What to do: Search the records for "connectivity". Copy every line where it appears.

Data supplied:
============================================================
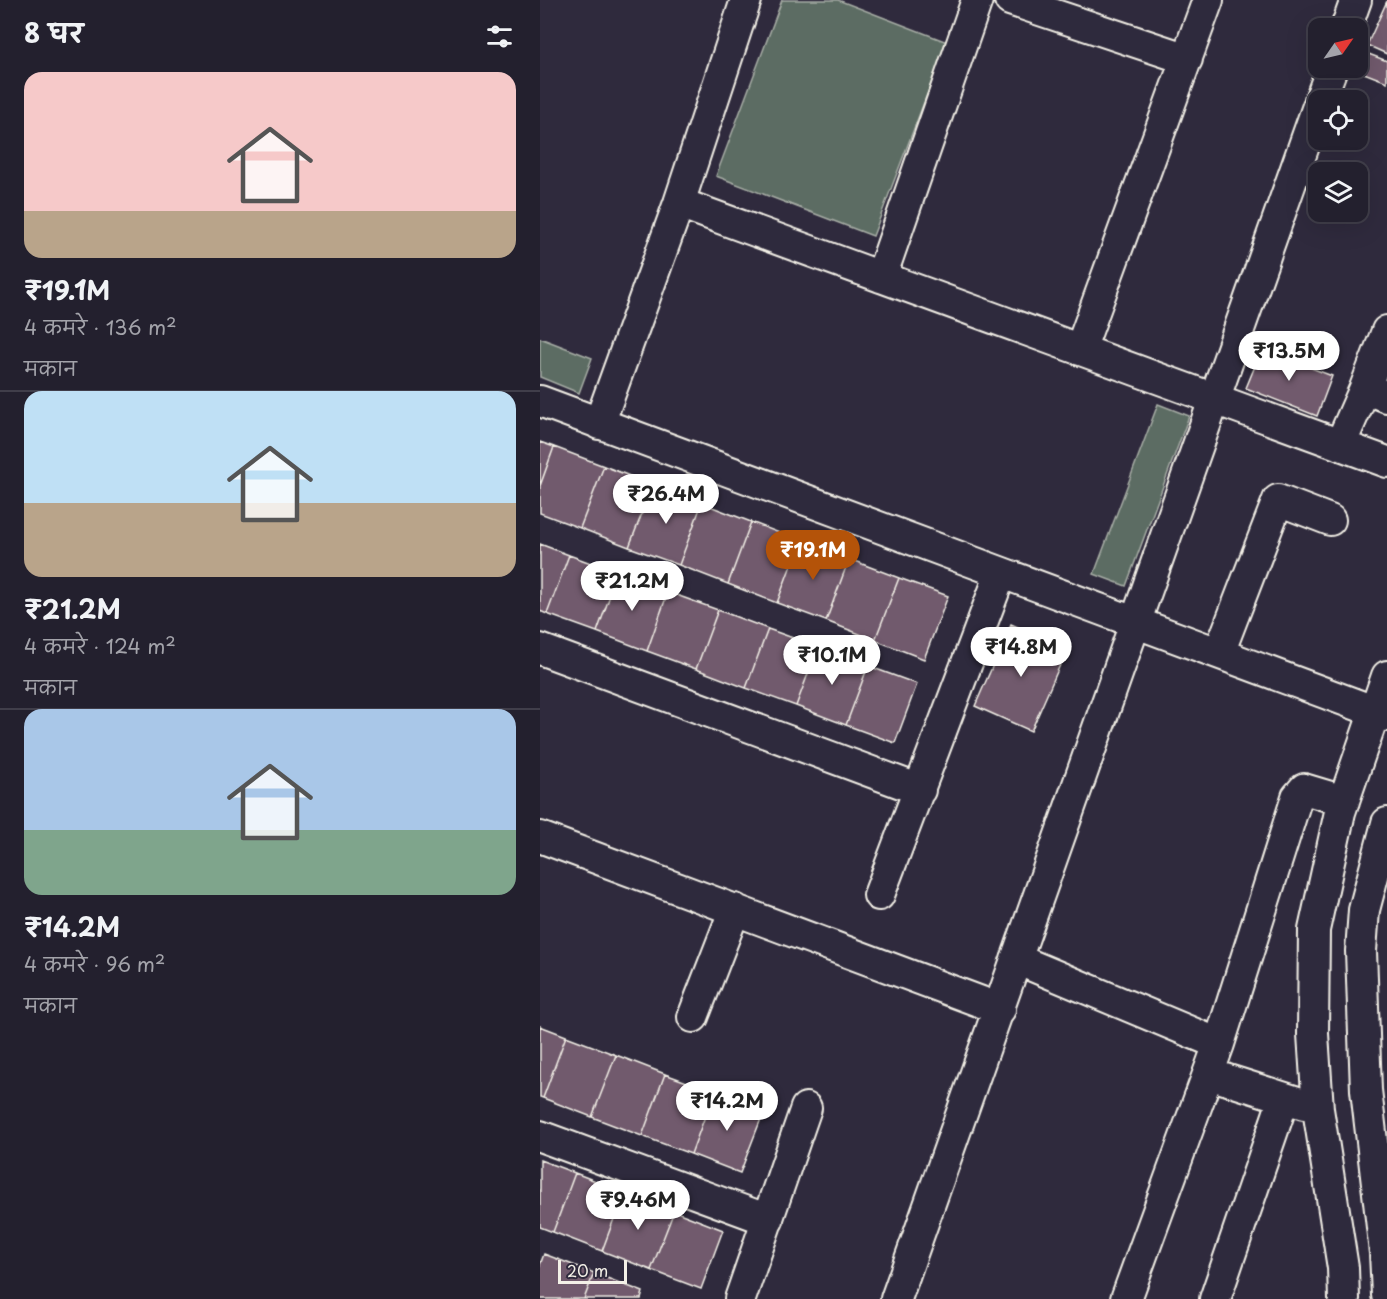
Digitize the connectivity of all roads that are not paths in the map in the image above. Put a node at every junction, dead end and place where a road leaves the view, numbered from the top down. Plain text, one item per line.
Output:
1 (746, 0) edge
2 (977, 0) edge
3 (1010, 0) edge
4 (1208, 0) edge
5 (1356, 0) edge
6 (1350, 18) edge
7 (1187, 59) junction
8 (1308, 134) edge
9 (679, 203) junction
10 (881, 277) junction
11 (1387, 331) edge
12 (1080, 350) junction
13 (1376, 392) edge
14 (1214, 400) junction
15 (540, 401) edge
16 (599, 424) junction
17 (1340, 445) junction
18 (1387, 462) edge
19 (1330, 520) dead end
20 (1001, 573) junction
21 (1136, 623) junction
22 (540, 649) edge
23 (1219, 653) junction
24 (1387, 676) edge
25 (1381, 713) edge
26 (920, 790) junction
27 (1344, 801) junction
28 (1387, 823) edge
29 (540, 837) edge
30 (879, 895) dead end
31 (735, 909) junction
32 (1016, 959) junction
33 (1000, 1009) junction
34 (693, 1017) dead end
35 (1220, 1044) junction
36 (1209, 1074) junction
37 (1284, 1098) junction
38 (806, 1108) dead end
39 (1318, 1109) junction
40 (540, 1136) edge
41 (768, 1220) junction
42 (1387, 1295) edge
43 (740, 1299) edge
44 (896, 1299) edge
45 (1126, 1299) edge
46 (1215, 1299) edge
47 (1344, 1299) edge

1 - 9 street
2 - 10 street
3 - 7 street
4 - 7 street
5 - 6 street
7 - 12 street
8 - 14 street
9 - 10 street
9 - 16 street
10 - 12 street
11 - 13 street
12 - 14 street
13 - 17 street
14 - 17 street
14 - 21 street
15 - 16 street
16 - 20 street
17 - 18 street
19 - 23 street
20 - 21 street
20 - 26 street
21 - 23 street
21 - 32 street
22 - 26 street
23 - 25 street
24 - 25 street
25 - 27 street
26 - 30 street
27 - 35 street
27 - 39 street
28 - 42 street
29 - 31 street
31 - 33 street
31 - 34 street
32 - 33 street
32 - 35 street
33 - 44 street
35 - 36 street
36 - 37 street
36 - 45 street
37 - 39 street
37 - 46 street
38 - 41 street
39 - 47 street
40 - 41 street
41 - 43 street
============================================================
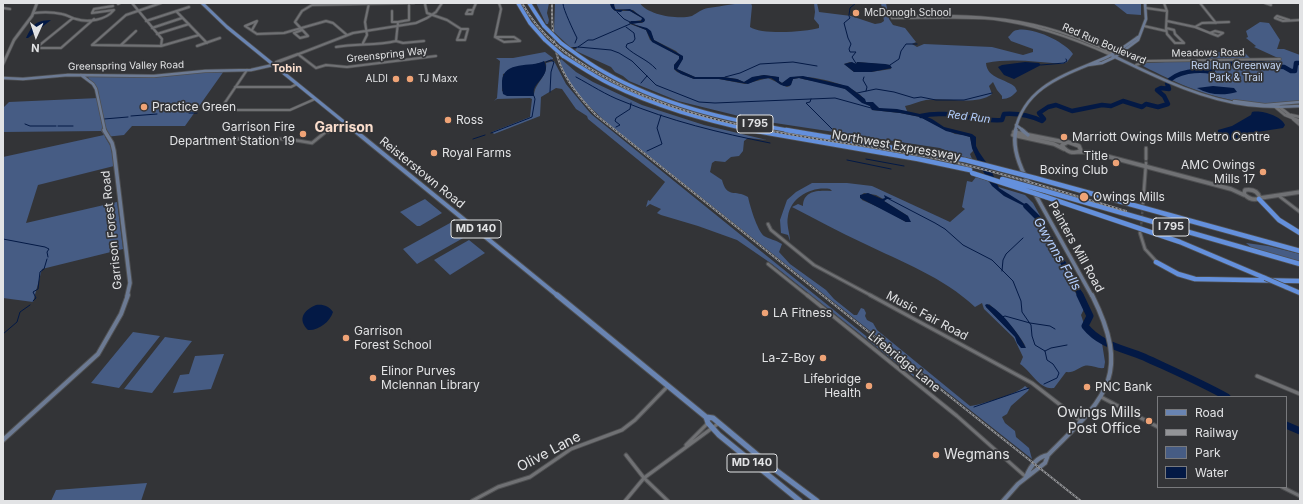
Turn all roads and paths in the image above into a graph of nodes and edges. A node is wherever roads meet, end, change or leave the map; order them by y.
============================================================
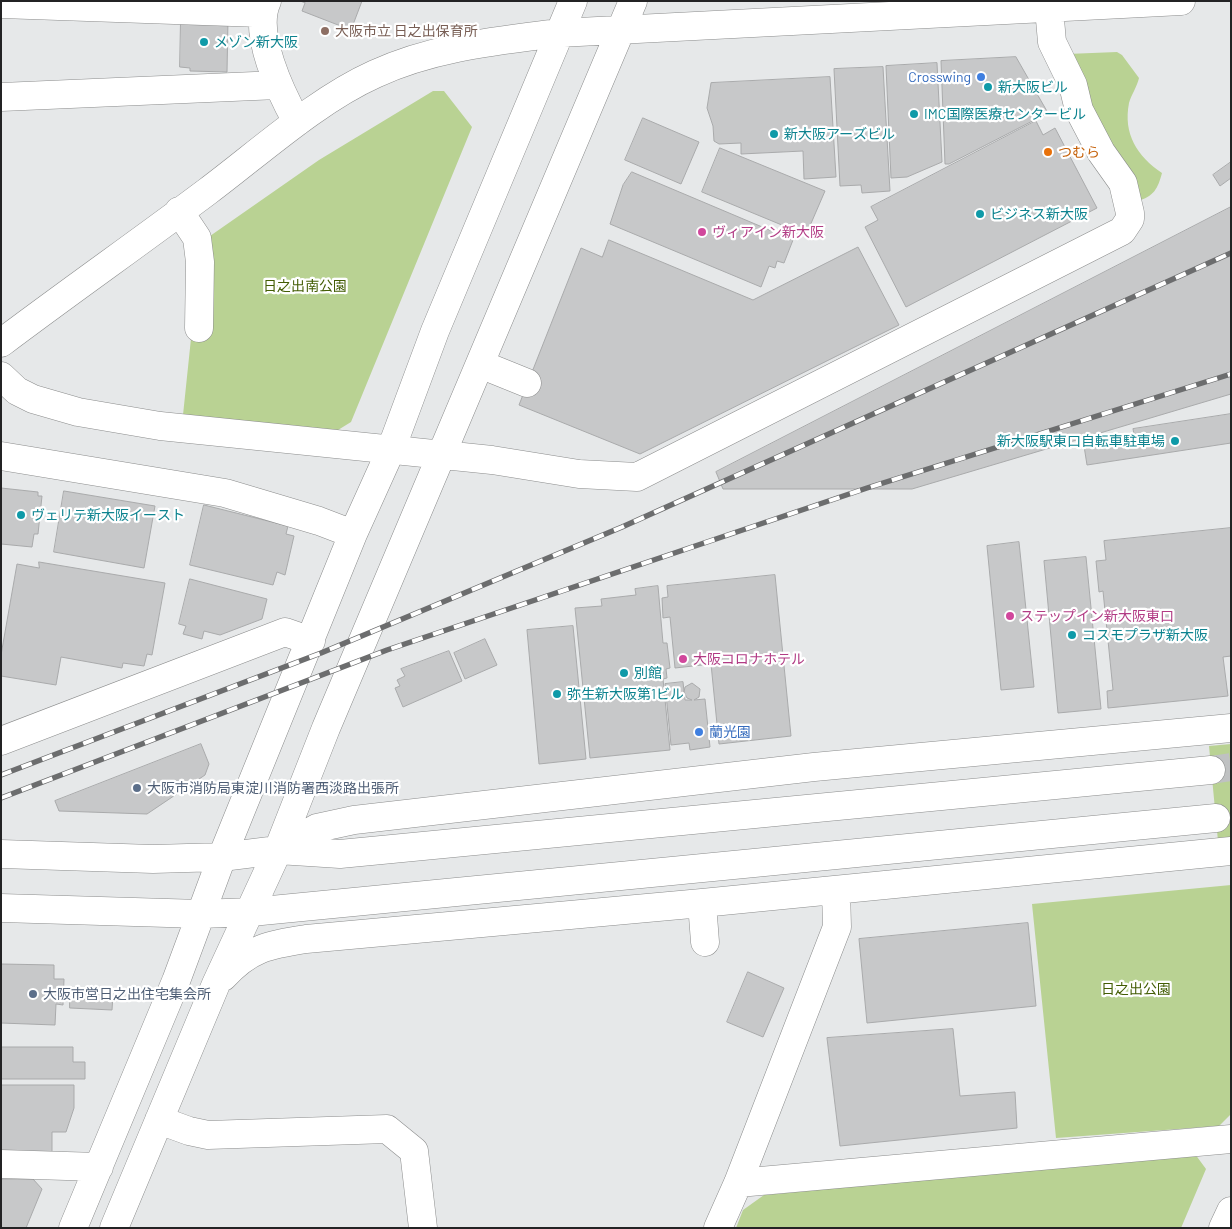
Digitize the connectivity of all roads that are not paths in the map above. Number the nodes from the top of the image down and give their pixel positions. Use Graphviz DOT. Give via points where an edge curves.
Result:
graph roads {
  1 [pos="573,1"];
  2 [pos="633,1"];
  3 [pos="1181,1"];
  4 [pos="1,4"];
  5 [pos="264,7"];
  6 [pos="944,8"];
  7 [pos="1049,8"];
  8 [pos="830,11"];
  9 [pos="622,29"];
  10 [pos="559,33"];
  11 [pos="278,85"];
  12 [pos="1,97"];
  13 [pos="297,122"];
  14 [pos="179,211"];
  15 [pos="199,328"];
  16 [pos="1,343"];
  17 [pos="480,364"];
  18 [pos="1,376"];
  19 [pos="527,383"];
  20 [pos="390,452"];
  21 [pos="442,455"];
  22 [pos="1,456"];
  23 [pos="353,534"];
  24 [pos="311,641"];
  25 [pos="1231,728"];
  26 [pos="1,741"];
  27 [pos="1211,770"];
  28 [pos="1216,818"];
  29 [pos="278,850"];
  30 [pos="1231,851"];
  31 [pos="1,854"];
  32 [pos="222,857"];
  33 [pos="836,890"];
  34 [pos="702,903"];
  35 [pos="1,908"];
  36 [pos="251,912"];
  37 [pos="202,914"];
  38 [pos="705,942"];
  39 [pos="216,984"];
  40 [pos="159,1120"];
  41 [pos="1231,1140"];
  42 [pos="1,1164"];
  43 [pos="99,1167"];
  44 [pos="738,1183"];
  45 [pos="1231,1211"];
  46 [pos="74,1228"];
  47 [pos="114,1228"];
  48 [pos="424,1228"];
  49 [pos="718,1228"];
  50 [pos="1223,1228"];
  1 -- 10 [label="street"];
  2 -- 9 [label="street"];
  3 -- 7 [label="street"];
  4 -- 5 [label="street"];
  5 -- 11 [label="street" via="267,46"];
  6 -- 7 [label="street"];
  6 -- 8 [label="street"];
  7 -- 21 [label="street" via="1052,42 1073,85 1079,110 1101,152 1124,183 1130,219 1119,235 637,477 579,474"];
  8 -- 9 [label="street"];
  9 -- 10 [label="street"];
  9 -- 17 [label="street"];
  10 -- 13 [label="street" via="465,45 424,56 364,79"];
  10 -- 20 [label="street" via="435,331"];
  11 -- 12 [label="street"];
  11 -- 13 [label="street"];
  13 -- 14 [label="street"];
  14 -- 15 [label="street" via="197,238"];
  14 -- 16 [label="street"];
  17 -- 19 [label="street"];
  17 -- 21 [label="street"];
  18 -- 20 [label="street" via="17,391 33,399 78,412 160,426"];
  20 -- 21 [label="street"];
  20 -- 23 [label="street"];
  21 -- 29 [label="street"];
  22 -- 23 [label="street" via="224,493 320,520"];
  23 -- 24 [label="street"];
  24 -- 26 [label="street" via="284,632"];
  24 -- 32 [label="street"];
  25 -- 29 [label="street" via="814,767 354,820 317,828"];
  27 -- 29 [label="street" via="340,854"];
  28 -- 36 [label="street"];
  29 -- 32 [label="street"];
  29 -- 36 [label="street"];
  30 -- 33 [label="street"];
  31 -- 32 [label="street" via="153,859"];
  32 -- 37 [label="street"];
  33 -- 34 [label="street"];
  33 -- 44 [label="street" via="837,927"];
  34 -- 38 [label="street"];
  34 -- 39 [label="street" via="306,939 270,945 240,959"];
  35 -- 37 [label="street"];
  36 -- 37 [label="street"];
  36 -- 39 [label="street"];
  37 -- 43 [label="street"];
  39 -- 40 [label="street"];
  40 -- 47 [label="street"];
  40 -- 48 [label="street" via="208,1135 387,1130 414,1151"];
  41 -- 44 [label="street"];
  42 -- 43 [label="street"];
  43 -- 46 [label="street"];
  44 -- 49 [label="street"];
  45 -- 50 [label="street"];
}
============================================================
Output for this task:
Digitize the connectivity of all roads that are not paths in the map in the image above. Put a node at every junction, dead end and place where a road leaves the view, numbered from the top down. Plain text, one item per line.
Digitize the connectivity of all roads that are not paths in the map above. Number the nodes from the top of the image down and give their pixel positions. Use Graphviz DOT. Give via points where an edge curves.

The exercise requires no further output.